▶ _Instructions to follow_
For the data below, work out how many lines include the string "paths" and report only the number.
◇ ◇ ◇ ◇ ◇
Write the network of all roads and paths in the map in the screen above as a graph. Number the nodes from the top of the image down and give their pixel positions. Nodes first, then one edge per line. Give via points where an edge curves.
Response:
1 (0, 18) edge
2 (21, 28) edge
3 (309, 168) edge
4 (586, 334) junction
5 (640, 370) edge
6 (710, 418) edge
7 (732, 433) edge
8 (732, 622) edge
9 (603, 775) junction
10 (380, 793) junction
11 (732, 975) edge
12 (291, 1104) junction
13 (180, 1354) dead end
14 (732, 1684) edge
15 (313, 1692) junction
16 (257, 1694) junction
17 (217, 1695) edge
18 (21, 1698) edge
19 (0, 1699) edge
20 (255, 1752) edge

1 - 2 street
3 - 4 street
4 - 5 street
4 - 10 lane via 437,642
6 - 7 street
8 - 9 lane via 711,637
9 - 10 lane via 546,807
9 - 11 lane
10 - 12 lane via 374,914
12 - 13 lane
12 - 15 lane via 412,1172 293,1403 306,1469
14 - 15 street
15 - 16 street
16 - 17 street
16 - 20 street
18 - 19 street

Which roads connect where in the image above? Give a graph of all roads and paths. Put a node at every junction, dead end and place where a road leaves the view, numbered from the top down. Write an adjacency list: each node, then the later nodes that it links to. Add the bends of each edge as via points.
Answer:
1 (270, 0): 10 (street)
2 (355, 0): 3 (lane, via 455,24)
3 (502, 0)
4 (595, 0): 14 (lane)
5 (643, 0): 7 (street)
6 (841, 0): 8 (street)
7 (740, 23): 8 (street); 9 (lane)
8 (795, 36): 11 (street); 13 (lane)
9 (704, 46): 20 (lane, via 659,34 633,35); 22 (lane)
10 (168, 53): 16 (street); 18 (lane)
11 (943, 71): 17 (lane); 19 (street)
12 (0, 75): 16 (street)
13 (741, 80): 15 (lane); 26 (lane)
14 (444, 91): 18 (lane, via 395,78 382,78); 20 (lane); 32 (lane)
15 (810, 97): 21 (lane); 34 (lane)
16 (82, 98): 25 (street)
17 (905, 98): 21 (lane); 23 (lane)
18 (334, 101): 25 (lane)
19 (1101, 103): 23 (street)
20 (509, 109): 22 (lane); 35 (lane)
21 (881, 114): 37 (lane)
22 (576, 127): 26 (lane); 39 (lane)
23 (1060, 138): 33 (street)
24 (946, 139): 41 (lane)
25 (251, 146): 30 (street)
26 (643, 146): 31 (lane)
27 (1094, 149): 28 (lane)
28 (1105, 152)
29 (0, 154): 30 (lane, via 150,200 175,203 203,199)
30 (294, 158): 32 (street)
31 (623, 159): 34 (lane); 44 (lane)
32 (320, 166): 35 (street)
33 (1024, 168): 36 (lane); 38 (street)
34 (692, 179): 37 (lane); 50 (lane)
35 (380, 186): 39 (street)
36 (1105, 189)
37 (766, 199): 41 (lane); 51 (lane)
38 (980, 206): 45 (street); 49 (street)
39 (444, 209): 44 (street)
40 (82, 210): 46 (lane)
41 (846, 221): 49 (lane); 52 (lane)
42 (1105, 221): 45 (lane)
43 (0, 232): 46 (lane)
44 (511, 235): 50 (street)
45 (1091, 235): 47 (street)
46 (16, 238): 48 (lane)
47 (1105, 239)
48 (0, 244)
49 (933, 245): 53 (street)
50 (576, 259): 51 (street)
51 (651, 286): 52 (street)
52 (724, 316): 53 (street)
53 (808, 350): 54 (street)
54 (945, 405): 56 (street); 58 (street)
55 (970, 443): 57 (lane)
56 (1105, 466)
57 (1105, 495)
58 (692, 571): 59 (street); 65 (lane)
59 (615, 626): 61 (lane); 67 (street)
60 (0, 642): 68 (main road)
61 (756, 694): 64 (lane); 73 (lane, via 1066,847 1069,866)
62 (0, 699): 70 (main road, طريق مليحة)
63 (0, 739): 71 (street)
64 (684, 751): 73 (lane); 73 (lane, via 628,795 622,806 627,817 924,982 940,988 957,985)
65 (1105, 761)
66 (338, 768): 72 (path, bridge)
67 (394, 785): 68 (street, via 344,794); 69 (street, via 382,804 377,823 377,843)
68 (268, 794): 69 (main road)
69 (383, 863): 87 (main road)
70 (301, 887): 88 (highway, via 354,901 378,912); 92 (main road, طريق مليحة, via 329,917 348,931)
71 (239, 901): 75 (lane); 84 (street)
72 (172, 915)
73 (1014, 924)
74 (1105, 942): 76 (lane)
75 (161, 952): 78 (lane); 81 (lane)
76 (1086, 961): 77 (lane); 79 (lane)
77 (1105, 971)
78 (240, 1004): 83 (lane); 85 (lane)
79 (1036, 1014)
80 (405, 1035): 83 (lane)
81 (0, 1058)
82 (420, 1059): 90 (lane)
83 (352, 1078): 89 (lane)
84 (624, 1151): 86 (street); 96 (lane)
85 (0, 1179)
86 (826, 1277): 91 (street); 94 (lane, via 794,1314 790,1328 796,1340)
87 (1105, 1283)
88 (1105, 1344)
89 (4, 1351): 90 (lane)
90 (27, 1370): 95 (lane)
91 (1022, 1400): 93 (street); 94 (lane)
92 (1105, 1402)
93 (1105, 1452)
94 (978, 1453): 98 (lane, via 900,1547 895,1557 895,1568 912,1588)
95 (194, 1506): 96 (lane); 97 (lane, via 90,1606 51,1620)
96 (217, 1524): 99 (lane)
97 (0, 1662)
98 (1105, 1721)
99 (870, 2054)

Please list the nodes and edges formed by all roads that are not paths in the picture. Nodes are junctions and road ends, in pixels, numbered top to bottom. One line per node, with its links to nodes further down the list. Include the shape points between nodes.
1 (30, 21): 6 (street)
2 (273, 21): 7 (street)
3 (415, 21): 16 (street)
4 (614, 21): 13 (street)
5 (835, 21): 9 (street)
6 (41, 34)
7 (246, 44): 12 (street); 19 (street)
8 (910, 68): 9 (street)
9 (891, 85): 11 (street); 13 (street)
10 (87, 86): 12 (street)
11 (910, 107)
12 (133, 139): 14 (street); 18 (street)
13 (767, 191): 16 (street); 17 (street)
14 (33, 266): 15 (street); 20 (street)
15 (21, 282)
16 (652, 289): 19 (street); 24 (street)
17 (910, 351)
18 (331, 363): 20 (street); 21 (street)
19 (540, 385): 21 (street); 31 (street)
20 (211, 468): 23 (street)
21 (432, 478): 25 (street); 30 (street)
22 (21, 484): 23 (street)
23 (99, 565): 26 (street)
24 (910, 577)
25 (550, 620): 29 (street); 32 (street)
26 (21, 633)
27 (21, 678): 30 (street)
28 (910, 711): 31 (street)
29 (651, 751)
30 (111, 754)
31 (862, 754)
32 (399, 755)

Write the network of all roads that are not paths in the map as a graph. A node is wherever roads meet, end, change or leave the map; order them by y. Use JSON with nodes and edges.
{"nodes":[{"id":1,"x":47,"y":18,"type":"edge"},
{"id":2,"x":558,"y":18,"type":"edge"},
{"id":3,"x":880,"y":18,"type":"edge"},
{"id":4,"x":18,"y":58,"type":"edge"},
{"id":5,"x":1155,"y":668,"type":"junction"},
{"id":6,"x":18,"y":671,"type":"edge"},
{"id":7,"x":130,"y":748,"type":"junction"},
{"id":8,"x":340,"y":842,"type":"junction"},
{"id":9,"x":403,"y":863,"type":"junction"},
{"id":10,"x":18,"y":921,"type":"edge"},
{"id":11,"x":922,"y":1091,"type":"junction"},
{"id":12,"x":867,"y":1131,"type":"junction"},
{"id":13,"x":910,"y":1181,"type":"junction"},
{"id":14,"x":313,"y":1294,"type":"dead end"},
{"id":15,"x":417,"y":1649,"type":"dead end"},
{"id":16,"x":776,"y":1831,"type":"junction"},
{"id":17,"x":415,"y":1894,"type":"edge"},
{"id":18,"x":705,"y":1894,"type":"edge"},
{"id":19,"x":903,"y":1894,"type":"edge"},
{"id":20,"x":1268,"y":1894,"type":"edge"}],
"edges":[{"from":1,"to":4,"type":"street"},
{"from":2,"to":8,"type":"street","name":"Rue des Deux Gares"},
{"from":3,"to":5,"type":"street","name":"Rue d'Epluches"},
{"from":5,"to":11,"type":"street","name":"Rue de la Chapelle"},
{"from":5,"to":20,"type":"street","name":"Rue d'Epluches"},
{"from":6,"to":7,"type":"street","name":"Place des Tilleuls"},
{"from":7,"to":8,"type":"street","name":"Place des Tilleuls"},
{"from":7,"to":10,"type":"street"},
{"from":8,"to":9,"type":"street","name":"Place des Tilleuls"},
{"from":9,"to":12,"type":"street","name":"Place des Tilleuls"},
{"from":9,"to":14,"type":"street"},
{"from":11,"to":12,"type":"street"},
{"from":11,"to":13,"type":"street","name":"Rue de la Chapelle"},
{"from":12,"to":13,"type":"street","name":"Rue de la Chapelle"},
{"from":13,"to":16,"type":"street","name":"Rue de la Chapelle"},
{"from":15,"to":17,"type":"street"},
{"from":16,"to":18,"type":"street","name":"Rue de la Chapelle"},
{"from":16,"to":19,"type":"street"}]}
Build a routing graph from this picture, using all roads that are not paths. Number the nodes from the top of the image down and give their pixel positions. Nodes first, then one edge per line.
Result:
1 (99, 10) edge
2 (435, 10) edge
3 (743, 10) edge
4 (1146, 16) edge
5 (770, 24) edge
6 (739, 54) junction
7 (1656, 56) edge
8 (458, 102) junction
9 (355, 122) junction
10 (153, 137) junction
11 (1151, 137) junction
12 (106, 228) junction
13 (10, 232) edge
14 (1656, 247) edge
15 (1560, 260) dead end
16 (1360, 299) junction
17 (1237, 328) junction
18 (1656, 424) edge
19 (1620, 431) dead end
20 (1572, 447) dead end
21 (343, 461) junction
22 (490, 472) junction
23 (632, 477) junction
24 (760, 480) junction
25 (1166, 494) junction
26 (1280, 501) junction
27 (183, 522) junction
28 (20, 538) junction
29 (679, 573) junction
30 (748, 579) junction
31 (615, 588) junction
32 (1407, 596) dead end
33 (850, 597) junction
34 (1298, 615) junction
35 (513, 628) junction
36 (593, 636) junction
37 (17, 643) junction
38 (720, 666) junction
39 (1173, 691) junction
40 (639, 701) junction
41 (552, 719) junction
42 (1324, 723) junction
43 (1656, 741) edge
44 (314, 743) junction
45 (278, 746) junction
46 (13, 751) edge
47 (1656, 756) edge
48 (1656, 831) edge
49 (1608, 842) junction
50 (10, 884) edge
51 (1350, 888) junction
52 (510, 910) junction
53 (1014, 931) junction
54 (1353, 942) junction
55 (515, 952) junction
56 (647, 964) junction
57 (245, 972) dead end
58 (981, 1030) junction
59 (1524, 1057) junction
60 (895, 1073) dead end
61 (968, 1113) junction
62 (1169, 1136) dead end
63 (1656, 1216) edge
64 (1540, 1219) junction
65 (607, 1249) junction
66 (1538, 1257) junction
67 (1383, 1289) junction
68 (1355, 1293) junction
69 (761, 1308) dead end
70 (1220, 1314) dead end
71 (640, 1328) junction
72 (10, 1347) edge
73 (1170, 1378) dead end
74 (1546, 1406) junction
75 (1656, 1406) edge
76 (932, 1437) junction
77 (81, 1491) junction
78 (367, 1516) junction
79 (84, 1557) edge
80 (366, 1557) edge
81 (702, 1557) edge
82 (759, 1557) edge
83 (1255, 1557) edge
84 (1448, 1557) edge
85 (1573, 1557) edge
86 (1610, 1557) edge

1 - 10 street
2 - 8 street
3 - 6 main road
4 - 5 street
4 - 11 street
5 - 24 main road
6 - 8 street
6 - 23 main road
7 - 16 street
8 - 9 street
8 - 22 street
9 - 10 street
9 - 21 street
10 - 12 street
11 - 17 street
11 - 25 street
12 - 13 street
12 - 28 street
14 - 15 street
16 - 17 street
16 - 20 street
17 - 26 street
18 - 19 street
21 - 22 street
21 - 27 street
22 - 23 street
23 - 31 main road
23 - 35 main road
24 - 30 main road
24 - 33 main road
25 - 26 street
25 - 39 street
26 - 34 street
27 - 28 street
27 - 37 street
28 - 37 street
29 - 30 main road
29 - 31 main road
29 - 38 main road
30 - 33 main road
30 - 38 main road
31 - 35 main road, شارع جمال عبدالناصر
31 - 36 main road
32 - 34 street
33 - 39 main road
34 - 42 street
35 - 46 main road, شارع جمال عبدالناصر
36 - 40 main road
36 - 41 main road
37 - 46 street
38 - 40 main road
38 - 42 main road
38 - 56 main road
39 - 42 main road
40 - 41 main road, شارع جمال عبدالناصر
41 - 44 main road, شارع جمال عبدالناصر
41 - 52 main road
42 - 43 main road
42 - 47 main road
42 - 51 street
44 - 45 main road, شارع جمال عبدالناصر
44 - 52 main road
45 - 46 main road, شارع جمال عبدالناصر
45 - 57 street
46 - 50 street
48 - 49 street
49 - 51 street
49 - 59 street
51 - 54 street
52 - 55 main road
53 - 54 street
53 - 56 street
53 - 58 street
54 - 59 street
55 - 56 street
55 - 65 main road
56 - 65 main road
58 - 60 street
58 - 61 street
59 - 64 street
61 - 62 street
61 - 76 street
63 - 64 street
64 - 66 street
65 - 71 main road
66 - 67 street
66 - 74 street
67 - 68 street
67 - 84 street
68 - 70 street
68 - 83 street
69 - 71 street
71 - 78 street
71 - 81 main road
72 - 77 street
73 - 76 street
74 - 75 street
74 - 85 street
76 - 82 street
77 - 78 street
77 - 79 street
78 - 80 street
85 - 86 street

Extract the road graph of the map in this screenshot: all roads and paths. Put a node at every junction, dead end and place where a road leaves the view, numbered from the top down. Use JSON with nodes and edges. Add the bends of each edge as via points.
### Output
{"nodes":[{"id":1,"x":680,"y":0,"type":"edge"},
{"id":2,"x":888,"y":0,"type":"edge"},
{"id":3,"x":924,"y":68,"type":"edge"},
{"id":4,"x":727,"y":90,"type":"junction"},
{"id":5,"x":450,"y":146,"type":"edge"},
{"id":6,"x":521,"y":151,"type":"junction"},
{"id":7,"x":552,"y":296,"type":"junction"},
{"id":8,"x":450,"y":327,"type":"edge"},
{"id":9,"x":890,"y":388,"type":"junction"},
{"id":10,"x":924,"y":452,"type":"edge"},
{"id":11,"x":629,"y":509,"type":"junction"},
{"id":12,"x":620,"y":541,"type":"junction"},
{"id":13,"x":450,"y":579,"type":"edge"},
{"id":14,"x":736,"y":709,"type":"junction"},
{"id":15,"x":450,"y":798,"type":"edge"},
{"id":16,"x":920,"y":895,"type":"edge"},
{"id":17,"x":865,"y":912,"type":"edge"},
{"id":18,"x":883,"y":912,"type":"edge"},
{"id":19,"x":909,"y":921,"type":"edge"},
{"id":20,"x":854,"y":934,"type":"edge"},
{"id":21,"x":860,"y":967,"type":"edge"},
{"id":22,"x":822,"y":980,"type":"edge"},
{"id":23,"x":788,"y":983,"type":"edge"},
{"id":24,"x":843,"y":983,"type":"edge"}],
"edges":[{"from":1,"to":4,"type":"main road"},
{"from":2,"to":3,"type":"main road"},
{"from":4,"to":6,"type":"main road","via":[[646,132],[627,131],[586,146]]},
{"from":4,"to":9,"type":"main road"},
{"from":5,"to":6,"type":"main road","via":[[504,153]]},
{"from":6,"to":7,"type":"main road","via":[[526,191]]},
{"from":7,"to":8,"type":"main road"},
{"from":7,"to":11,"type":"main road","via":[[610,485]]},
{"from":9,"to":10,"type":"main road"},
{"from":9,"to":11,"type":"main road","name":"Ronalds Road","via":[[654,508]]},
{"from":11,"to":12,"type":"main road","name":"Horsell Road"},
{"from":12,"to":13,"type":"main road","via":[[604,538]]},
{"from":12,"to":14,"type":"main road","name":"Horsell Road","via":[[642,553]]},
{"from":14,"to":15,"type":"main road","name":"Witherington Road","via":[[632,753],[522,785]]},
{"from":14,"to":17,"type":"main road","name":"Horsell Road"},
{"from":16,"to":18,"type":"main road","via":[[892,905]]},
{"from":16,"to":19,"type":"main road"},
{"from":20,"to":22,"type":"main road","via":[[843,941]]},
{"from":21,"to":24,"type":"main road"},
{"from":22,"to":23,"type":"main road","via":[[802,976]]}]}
◇ ◇ ◇ ◇ ◇
▶ _Solution to this problem_
6